По обе стороны Ла-Манша бушует вакханалия расового превосходства. В Британии ветвь раздора и расовой ненависти подхватил один из идеологов фашизма Х. Чемберлен (1855–1927), зять Вагнера и заядлый германофил. В главном произведении – «Основах девятнадцатого столетия» (1899) он воспевал «тевтонскую расу» как наследницу «арийской». В Европе вызвало ажиотаж «дело Дрейфуса» (1889). Антисемитизм стал популярен. Причина понятна. Сочетание капитала, науки и демократии стало важным средством господства иудейской элиты. Р. Вагнер с тревогой наблюдал за усилением финансового и интеллектуального расизма в среде тех же евреев. Он писал о плутократах сионизма: «Само собой разумеется, что синтез всех знаний, философия, может привести лишь к отрицанию, тогда как всякое иное умозрение, подчиненное воле, стремится во всем не отрицать, а утверждать. Это проведенное во что бы то ни стало через все ценности мира утвердительное ДА ничто иное, как иудаизм, опять могущественно овладевший миром, тот иудаизм, в котором сказалось самое узкое, самое мелкое понимание жизни, когда-либо выступавшее в процессах истории».[436] Звезда Давида отсвечивала зловещим светом. С усилением еврейского капитала, однако, росло и сопротивление ему. Не нравилась гегемония евреев и Веберу. Он отказал иудеям в праве называться «буржуазным хозяйственным этносом». Вебер видел в них угрозу трудовому пуританизму. Идеалы пуританизма вытеснялись духом лавочников и спекулянтов. Пуританизм отступал, менялся под их натиском. Если былой пуританин, говоря словами Вебера, стал евреем, не означало ли это, что и буржуазия Запада генетически из Евы превращалась в Далилу? Не преподнесет ли она в этом случае, зададимся вопросом, земную цивилизацию «филистимлянам» (иудеям) на блюде, как ветхозаветная сестра голову Самсона?![437]

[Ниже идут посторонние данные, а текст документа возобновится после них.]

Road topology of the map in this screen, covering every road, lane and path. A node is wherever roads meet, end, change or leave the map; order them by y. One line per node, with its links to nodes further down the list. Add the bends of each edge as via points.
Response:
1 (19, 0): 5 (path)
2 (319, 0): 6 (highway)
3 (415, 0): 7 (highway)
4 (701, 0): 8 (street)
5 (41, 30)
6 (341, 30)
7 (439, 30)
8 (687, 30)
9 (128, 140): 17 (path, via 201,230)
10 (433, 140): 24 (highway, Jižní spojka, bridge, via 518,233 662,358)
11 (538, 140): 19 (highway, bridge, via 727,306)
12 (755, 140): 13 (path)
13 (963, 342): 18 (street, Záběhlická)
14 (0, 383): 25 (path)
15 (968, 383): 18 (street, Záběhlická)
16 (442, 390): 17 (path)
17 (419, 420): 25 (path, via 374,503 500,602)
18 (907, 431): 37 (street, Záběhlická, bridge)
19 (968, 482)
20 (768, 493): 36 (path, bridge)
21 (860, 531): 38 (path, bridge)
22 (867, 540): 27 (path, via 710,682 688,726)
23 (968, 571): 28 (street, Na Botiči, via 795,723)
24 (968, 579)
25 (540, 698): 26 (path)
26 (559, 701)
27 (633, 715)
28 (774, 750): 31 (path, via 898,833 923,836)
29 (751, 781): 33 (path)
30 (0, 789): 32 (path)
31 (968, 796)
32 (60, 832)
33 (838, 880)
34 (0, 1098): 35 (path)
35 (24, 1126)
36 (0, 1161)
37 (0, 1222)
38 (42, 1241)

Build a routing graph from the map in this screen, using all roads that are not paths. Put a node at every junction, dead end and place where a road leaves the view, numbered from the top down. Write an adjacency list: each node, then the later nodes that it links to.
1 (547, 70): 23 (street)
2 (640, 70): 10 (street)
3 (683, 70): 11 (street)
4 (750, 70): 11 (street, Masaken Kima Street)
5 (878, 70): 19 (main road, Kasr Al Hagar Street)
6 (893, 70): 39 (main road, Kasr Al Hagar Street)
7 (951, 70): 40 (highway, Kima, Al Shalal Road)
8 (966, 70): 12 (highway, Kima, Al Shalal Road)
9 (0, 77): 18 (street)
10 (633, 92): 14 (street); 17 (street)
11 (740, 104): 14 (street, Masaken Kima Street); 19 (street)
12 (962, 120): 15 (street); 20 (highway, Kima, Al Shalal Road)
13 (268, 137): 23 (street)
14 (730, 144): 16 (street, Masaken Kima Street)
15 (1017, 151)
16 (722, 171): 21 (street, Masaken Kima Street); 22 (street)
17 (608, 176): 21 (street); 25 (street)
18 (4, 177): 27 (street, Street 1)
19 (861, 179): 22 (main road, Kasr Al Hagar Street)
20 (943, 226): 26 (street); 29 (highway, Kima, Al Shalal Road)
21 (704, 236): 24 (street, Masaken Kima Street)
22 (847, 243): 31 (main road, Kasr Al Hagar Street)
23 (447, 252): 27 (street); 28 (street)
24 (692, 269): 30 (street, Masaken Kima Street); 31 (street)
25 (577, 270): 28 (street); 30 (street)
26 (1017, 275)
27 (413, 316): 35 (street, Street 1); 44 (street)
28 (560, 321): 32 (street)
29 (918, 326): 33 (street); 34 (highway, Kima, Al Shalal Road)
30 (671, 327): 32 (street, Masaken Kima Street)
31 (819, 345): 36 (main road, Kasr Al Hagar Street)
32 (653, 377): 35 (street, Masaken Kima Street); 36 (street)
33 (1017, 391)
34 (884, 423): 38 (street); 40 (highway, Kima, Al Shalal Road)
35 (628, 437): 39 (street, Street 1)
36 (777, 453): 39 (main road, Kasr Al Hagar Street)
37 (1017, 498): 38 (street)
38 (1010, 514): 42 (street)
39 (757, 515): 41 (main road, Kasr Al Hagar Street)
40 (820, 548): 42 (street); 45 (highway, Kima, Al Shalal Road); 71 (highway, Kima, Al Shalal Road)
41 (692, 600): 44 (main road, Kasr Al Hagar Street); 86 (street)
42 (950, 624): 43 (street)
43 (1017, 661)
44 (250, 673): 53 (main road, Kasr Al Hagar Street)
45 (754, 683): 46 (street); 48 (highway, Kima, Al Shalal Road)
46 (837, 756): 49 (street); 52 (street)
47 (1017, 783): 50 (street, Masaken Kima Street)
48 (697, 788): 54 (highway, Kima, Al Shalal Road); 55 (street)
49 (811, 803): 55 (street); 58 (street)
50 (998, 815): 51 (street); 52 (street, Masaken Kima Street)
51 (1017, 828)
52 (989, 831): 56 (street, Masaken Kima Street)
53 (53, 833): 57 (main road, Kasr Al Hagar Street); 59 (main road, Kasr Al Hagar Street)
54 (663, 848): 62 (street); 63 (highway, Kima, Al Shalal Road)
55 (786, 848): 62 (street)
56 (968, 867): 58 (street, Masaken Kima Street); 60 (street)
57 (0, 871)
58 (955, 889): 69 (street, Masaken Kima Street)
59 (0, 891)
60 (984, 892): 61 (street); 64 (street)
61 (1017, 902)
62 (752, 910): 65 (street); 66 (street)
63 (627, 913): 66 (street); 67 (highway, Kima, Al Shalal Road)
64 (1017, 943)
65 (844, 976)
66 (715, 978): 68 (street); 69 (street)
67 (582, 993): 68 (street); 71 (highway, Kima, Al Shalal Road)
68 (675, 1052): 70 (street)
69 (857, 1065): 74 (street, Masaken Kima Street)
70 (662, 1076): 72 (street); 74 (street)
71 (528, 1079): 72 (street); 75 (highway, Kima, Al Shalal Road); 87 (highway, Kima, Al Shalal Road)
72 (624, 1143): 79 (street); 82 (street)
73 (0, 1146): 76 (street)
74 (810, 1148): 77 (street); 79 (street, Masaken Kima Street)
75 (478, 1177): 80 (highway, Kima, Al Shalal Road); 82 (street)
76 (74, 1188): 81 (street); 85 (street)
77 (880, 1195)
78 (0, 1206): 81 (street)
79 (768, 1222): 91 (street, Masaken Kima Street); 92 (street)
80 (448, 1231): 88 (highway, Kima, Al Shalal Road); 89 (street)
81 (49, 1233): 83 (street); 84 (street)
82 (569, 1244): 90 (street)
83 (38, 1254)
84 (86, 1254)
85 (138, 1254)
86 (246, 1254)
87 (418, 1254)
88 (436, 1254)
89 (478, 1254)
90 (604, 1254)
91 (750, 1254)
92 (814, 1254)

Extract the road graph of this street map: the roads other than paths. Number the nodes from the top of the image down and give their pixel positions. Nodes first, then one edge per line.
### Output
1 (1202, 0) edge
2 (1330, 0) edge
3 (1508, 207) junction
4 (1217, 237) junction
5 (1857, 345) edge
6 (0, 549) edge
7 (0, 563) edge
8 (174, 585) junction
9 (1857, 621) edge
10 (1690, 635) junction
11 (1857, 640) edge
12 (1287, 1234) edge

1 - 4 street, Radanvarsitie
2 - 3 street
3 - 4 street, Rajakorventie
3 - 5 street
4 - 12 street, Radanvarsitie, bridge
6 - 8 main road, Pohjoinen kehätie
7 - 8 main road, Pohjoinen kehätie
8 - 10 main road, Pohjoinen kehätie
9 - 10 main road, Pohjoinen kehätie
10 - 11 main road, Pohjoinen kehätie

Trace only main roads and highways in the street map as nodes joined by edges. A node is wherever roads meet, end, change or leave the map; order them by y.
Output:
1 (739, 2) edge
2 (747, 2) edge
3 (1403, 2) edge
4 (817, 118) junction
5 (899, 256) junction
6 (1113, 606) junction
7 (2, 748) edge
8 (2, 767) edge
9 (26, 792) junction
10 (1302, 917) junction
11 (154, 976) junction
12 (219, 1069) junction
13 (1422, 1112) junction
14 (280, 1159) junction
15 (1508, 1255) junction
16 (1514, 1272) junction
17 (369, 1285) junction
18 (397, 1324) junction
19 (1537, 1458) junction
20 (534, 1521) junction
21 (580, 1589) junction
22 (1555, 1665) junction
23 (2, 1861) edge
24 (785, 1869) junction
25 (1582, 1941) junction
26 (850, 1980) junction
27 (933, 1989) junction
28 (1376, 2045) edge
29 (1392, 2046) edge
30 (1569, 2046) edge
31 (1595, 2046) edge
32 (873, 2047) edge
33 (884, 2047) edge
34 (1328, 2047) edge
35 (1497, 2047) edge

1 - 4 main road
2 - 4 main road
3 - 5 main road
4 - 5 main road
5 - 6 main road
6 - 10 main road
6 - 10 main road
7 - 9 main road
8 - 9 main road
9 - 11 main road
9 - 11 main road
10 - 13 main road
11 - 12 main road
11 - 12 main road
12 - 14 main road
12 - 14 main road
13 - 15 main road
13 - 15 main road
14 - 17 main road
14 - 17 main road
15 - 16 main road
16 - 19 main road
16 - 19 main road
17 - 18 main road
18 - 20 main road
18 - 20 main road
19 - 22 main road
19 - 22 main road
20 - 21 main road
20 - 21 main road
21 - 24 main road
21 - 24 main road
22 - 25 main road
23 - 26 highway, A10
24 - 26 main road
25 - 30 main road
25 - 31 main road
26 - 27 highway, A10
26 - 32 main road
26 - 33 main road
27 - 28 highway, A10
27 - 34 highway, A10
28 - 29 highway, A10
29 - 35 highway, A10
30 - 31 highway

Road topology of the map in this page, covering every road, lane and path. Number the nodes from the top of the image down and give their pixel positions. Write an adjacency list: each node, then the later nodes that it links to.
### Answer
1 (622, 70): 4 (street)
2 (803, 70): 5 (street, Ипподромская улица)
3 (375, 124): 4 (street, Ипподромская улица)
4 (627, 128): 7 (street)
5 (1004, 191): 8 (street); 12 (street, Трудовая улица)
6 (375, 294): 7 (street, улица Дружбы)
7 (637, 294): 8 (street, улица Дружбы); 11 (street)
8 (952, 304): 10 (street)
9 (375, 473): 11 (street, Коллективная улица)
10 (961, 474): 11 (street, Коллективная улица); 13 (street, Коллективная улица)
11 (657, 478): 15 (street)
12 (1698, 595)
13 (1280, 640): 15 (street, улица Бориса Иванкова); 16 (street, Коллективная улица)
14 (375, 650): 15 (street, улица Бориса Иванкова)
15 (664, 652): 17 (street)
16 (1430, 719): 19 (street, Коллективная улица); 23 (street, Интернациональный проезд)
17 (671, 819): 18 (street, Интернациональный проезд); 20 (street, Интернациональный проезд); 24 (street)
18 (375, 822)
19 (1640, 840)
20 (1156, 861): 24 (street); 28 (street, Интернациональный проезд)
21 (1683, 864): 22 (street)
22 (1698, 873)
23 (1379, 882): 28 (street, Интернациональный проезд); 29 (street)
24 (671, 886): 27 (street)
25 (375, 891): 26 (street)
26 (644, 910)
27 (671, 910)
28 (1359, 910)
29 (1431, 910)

Подтверждений умственного, культурного декаданса класса буржуазии становилось больше. В конце века русский ученый А. Введенский посетил страны Западной Европы. Признаки интеллектуального вырождения налицо. В 1891/92 году из числа 5371 берлинских студентов только 801 изучали гуманитарные науки, а собственно философию – всего 236, да и то из них 143 иностранца. На долю немцев остается 93 человека (из 5371). Красноречиво? Из числа 259 докторских диссертаций 1889–1890 годов только одна – философского содержания. Некогда знаменитые на весь мир философские ферейны и семинары исчезли. «Дух философской производительности отлетает, – пишет Л. Тихомиров (цитируя Введенского), – а с ним отлетает и общая развитость». Узкий материализм овладевает умами и сверху, и снизу. Оставив спорный вопрос о «разложении», заметим, что западный человек стал мельчать в культурном и нравственном отношении.[438] Буржуа мог бы сказать честнее и откровеннее. В глубине души он был смертельно напуган просвещением масс. Он взирал на процесс их приобщения к знаниям так: «Зачем учить толпу на свою же голову?!» Ничего на свете глупец так не боится, как просветления умов! Noli me tangere! («Не тронь меня!»). Отсюда «Не тронь Разума, ибо тогда сразу же поймешь происхождение капиталов!» Знаменателен конец романа Франса «Восстание ангелов». Сатана видит вещий сон: он провозгласил себя Богом, справедливость объявлена несправедливостью, истина – ложью. Страшный финал.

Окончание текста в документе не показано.